そんな空気に思わずカミュロは、自分はしっかりと気持ちを伝えたつもりだったのに、もしかして再び言い方を間違えてしまったのではないかと、急に不安が込み上げ、反省するようにそっと目を閉じていた。
だが、不意に掴んでいた手首とは逆の手の袖が、遠慮がちな力でふわりと引っ張られる感覚が伝わってきた。
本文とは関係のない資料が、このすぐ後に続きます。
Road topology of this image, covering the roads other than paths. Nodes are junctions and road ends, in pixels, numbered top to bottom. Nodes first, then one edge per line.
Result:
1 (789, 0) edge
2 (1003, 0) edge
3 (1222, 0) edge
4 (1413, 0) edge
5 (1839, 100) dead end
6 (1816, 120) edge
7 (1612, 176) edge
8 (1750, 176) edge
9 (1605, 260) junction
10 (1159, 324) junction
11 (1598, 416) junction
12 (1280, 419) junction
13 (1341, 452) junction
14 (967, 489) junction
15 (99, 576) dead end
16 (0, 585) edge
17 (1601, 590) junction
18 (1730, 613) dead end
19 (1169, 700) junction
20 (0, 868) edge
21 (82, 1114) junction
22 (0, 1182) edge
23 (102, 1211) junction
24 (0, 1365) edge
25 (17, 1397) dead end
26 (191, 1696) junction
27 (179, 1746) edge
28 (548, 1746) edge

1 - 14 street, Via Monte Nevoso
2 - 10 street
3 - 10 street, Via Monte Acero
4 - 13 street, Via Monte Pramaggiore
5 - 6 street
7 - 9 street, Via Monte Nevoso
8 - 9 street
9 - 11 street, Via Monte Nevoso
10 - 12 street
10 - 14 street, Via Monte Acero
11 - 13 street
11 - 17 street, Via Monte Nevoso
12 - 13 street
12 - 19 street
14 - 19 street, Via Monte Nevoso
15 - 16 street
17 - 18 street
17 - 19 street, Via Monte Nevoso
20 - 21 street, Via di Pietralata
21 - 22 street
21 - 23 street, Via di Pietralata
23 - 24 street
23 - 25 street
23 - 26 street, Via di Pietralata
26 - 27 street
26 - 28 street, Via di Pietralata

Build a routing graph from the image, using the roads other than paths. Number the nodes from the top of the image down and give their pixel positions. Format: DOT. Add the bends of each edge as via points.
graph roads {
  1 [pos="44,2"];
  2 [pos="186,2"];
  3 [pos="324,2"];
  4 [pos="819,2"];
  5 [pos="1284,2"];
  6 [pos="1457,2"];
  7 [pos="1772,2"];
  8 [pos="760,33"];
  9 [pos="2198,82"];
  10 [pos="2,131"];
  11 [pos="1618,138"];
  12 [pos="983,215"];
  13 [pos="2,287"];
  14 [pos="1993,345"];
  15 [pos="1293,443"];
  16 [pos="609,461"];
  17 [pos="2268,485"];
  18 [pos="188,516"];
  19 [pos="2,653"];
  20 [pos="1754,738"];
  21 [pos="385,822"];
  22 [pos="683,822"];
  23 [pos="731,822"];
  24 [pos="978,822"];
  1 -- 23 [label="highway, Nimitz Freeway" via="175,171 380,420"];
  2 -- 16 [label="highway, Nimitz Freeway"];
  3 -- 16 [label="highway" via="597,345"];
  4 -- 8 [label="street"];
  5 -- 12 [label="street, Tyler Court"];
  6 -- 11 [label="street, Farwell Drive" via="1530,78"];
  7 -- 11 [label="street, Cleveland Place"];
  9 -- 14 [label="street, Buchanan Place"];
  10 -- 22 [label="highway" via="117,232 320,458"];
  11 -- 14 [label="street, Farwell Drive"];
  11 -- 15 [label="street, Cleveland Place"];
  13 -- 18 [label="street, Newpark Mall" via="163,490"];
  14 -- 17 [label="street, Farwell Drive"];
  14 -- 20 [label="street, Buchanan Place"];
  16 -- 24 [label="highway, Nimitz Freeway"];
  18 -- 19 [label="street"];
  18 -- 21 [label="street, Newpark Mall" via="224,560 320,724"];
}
その小さな動きにハッとして目を開くと、目の前には、ほんの僅かに涙を湛えながらも、安心したように穏やかな笑みを浮かべているセシルの姿があった。
「......っ、なんだか。くすっぐったい、ですね」
彼女のその言葉は、緊張していた空気を柔らかくほぐすように優しく響き、カミュロの心を一瞬置き去りにしてしまうほどの温度を持っていた。
「今の記憶の中では、誰かに想いを否定されたことなんて一度もありません。......でも、忘れてしまった記憶の奥で生きていた“昔のわたし”が、少しだけ救われた気がするんです――ありがとう、ございます」
「......」
自分の記憶が失われていることを示す発言でありながら、説明しがたい彼女の感情がその一言一言に込められていて、カミュロは驚きと戸惑いを隠せず、掴んでいたセシルの手首へ思わず力を込めてしまった。
「っ、ご、ごめんなさい!」
すると、込められた力に意識を引き戻されたかのようにセシルはハッと目を瞬かせ、引っ張っていたカミュロの袖から慌てて手を離した。
その仕草は、つい先程までの静けさを吹き飛ばすようにどこか慌てていて、その顔には、彼女らしい戸惑いが滲んでいた。
「今のは、決して嘘ではないと思いますが......どういう意味かと聞かれましても、自分でも説明がつかないと言いますか。 ぁっ。そういえば、さっきの比較対象の“誰か”っていうお言葉も、もしかしたら自分の過去の記憶に繋がったりなんて......」
自分の発した言葉に自分自身が一番振り回されてしまっているように、セシルはワタワタと両手を宙に泳がせ、ぶつぶつと疑問を呟きながら思考の迷路に入り込んでしまっていた。
「......ふっ」
そのすっかり元の調子へ戻りつつある姿を目にし、カミュロは口元へ静かに手を添え、気づけばほんの僅かに困ったような、しかしどこか安堵した微笑みを浮かべていた。
そして彼は、掴んでいたセシルの手首からそっと手を離し、そのまま何事もなかったかのように体の向きを変えると、先へ進む道を確かめるように一歩、また一歩と歩み始めた。
「考えている所悪いが。行くぞ」
「ぇぁっ! 待ってください!」
取り残されたような感覚に陥ったセシルは小さく肩を揺らすと、慌ててその後を追いかけるように早足になりながら、離れすぎない程度の距離を保ってそっと心地よくリズムを合わせていた。